Without the pictures, reproduce the entries below exactly.

- **TASK MATERIAL**:
◆ ◆ ◆ ◆ ◆

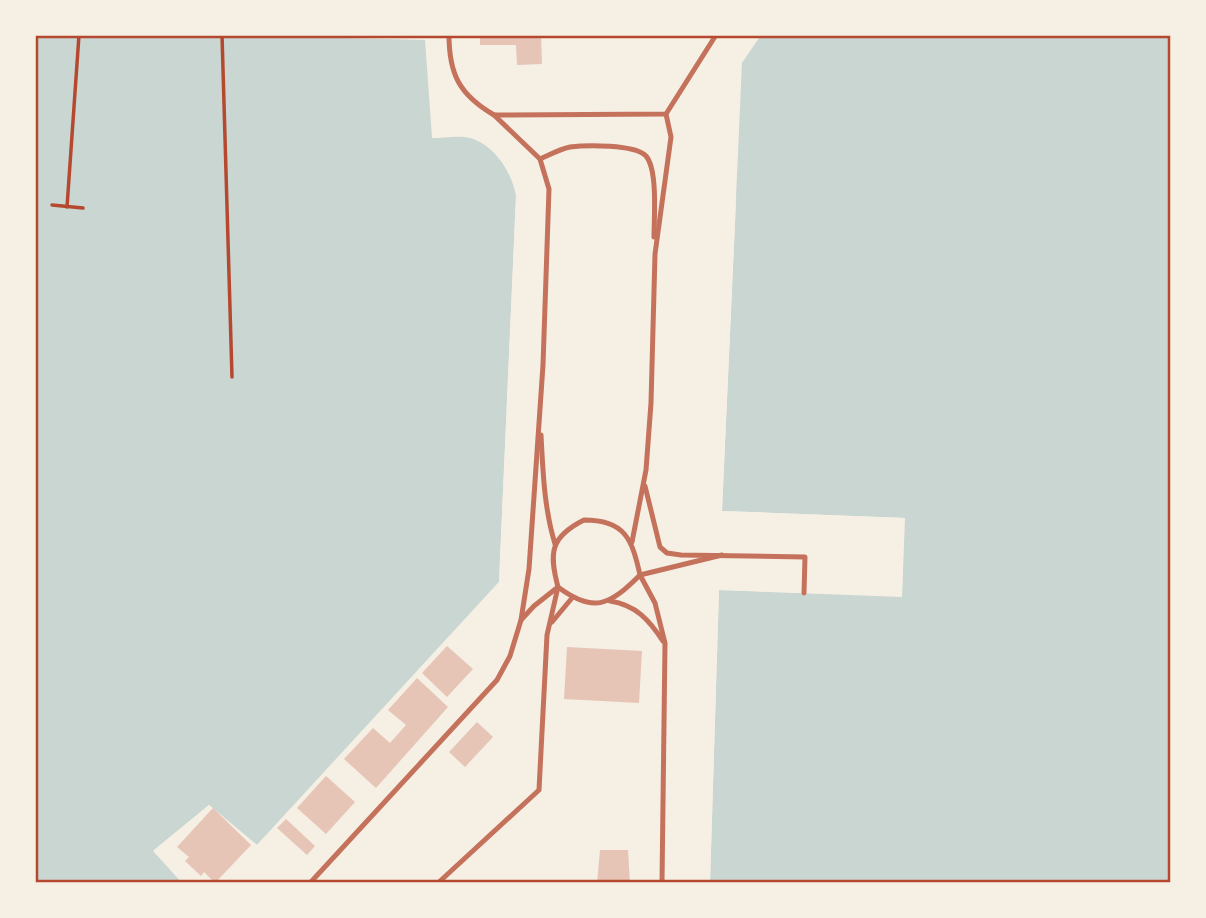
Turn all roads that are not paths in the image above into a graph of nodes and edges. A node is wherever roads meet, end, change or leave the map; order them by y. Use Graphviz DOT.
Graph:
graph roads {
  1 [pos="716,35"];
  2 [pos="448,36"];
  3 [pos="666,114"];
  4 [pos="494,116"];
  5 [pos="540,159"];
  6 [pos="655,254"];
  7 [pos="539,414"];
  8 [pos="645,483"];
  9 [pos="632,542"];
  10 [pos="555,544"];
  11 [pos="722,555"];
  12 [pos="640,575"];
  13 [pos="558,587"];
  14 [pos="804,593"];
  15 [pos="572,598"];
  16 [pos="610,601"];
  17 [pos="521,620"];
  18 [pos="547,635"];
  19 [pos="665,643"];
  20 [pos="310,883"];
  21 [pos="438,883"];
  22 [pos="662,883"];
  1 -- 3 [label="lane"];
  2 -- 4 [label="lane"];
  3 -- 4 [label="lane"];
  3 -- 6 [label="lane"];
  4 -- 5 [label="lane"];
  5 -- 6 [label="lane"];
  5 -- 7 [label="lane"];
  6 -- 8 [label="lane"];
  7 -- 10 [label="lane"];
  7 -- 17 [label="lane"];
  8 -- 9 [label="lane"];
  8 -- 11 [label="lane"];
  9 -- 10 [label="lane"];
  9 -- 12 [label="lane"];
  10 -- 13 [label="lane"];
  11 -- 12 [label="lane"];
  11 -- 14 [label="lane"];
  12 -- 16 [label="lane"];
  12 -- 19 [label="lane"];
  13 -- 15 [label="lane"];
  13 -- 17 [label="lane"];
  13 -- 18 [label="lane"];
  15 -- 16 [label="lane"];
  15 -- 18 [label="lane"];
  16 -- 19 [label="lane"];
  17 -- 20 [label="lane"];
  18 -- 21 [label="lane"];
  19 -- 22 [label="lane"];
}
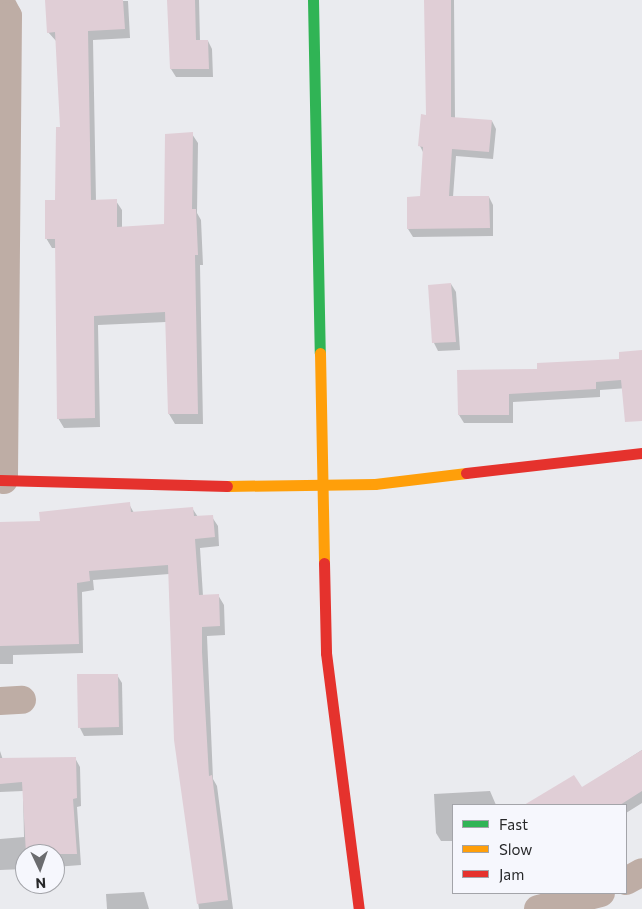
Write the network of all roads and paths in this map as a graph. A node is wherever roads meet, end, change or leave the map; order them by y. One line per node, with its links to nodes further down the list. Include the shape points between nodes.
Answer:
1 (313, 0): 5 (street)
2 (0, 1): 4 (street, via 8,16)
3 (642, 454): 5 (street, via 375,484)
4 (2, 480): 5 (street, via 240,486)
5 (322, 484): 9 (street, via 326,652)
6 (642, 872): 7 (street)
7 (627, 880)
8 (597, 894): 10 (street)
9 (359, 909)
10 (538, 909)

◆ ◆ ◆ ◆ ◆

- **TASK OUTPUT**:
Turn all roads that are not paths in the image above into a graph of nodes and edges. A node is wherever roads meet, end, change or leave the map; order them by y. Use Graphviz DOT.
Graph:
graph roads {
  1 [pos="716,35"];
  2 [pos="448,36"];
  3 [pos="666,114"];
  4 [pos="494,116"];
  5 [pos="540,159"];
  6 [pos="655,254"];
  7 [pos="539,414"];
  8 [pos="645,483"];
  9 [pos="632,542"];
  10 [pos="555,544"];
  11 [pos="722,555"];
  12 [pos="640,575"];
  13 [pos="558,587"];
  14 [pos="804,593"];
  15 [pos="572,598"];
  16 [pos="610,601"];
  17 [pos="521,620"];
  18 [pos="547,635"];
  19 [pos="665,643"];
  20 [pos="310,883"];
  21 [pos="438,883"];
  22 [pos="662,883"];
  1 -- 3 [label="lane"];
  2 -- 4 [label="lane"];
  3 -- 4 [label="lane"];
  3 -- 6 [label="lane"];
  4 -- 5 [label="lane"];
  5 -- 6 [label="lane"];
  5 -- 7 [label="lane"];
  6 -- 8 [label="lane"];
  7 -- 10 [label="lane"];
  7 -- 17 [label="lane"];
  8 -- 9 [label="lane"];
  8 -- 11 [label="lane"];
  9 -- 10 [label="lane"];
  9 -- 12 [label="lane"];
  10 -- 13 [label="lane"];
  11 -- 12 [label="lane"];
  11 -- 14 [label="lane"];
  12 -- 16 [label="lane"];
  12 -- 19 [label="lane"];
  13 -- 15 [label="lane"];
  13 -- 17 [label="lane"];
  13 -- 18 [label="lane"];
  15 -- 16 [label="lane"];
  15 -- 18 [label="lane"];
  16 -- 19 [label="lane"];
  17 -- 20 [label="lane"];
  18 -- 21 [label="lane"];
  19 -- 22 [label="lane"];
}
Write the network of all roads and paths in this map as a graph. A node is wherever roads meet, end, change or leave the map; order them by y. One line per node, with its links to nodes further down the list. Include the shape points between nodes.
Answer:
1 (313, 0): 5 (street)
2 (0, 1): 4 (street, via 8,16)
3 (642, 454): 5 (street, via 375,484)
4 (2, 480): 5 (street, via 240,486)
5 (322, 484): 9 (street, via 326,652)
6 (642, 872): 7 (street)
7 (627, 880)
8 (597, 894): 10 (street)
9 (359, 909)
10 (538, 909)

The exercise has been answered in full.